The final reading for county staff’s proposed replacement ordinance to Article 3.1 is scheduled for Tuesday August 17, 2021, at 6 p.m. As expected, council members proposed amendments that would benefit only development interests and directly reject the preservation of rural areas and natural resources the community wants and the Comprehensive Plan recommended.
Amendment #4—and by extension, Amendment #1 through its incorporation of all three amendments—is a particularly egregious alteration of staff’s recommendations. Amendment #4 drastically changes the open space requirements for conservation subdivisions. Instead of a minimum 30% open space, the amendment establishes a sliding scale dependent on the average lot size in the development, and the highest open space percentage for the highest density developments is still below the staff’s requirement. The 30% open space requirement staff proposed is already a compromise of typical conservation subdivisions ordinances.

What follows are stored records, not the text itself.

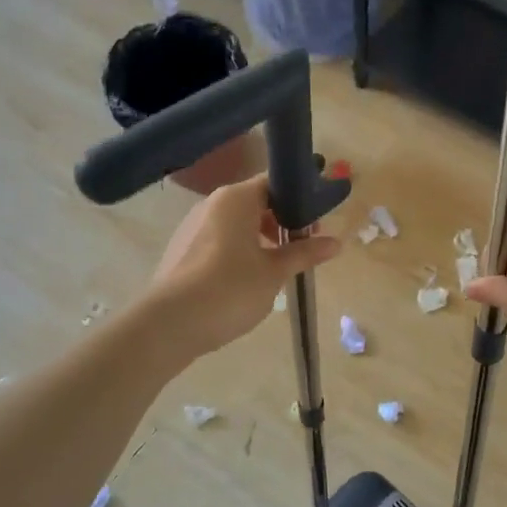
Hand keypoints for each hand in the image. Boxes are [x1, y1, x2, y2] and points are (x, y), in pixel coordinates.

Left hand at [145, 174, 340, 358]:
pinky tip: (247, 281)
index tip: (317, 225)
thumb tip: (336, 242)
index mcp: (236, 199)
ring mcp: (193, 227)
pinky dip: (239, 252)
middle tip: (303, 250)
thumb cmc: (230, 288)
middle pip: (256, 203)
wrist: (170, 323)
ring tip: (278, 269)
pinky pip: (219, 241)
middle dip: (282, 223)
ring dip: (261, 240)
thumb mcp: (275, 272)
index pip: (275, 183)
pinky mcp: (182, 250)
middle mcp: (212, 204)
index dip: (300, 200)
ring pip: (237, 224)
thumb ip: (304, 253)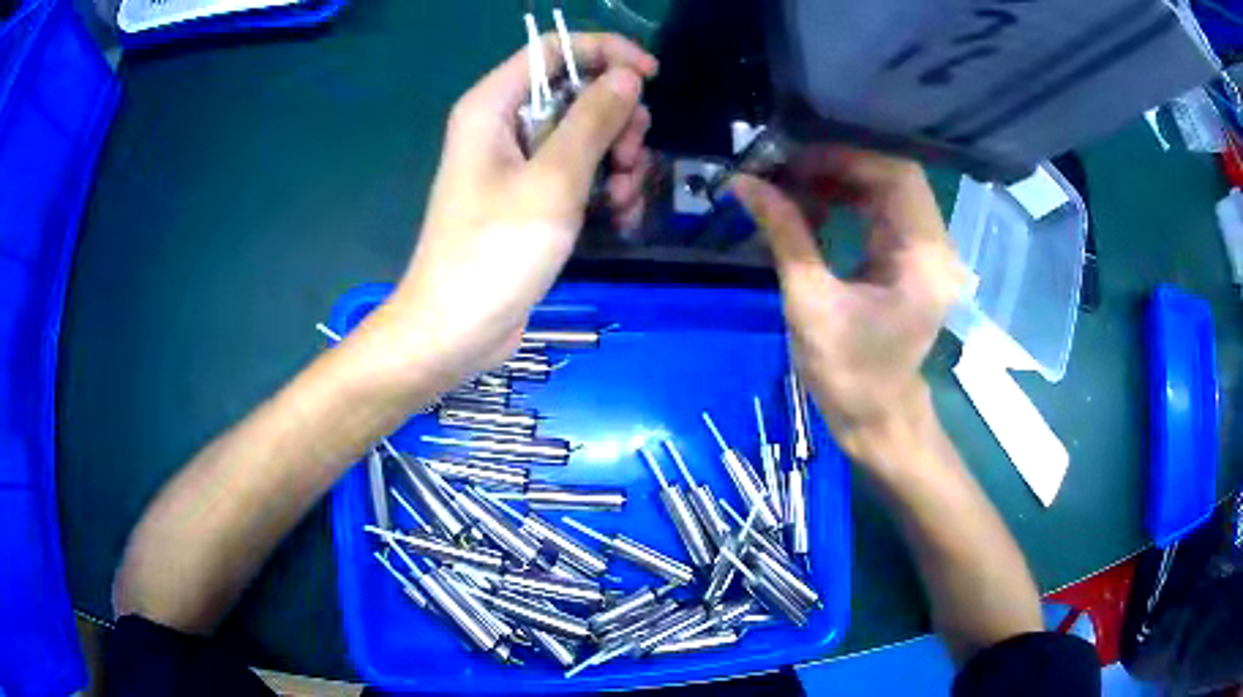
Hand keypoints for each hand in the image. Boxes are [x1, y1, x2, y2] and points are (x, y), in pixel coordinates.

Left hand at [364, 34, 656, 391]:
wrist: (456, 330)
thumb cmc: (494, 252)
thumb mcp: (553, 181)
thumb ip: (593, 120)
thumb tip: (627, 76)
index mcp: (493, 107)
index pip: (554, 50)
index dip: (605, 52)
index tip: (650, 78)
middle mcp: (503, 126)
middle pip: (576, 92)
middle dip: (617, 119)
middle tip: (631, 157)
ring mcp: (517, 164)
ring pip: (585, 135)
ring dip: (618, 159)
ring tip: (624, 198)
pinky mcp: (531, 198)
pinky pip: (578, 173)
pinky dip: (604, 188)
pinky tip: (619, 217)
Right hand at [731, 148, 962, 459]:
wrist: (876, 418)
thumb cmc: (847, 373)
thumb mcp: (809, 302)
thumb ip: (783, 234)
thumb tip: (744, 183)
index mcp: (923, 260)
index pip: (898, 178)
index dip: (847, 160)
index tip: (796, 163)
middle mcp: (935, 249)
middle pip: (895, 180)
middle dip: (840, 168)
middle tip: (789, 172)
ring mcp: (926, 255)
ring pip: (889, 193)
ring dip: (842, 183)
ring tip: (794, 187)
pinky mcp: (912, 263)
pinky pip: (884, 214)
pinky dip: (849, 203)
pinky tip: (814, 208)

If Council adopts this amendment, the result will be unrestrained and fiscally irresponsible residential sprawl into unzoned, undeveloped areas of the County. The community’s voice and presence at the public hearing was critical to the reinstatement of staff’s proposed ordinance and the prevention of a grossly inadequate ordinance. Your presence tomorrow night is just as significant.
Please continue urging the entire County Council to adopt the recommended replacement ordinance without any harmful amendments at third reading.
WHAT CAN YOU DO?
Council members need to continue hearing from you on this issue! A call to your council representative (even if you must leave a message) may prove most effective. However, an email is also helpful. Tell Council that:
No changes should be made to the definition of undevelopable open space: Significant natural areas such as wetlands, floodplains, steep slopes, important habitats for endangered and threatened species, productive farms and forest lands and historic sites must be protected open space.
The open space target should be increased to at least 40%, not significantly reduced. With a minimum lot size requirement of only 6,000 square feet, allowing 60% of a parcel to be developed provides ample space to build new homes (not to mention that all parcels have some portion of undevelopable land that will count towards open space requirements).
Protections for endangered and threatened species—including their habitats—must be included in local ordinances. State law places the primary responsibility for land use regulation with local governments—and those local regulations must comply with state and federal law, including the Endangered Species Act.
Thank you for speaking out for protection of Greenville County's natural resources and for standing with SCELP. I am proud to fight for environmental protection with you.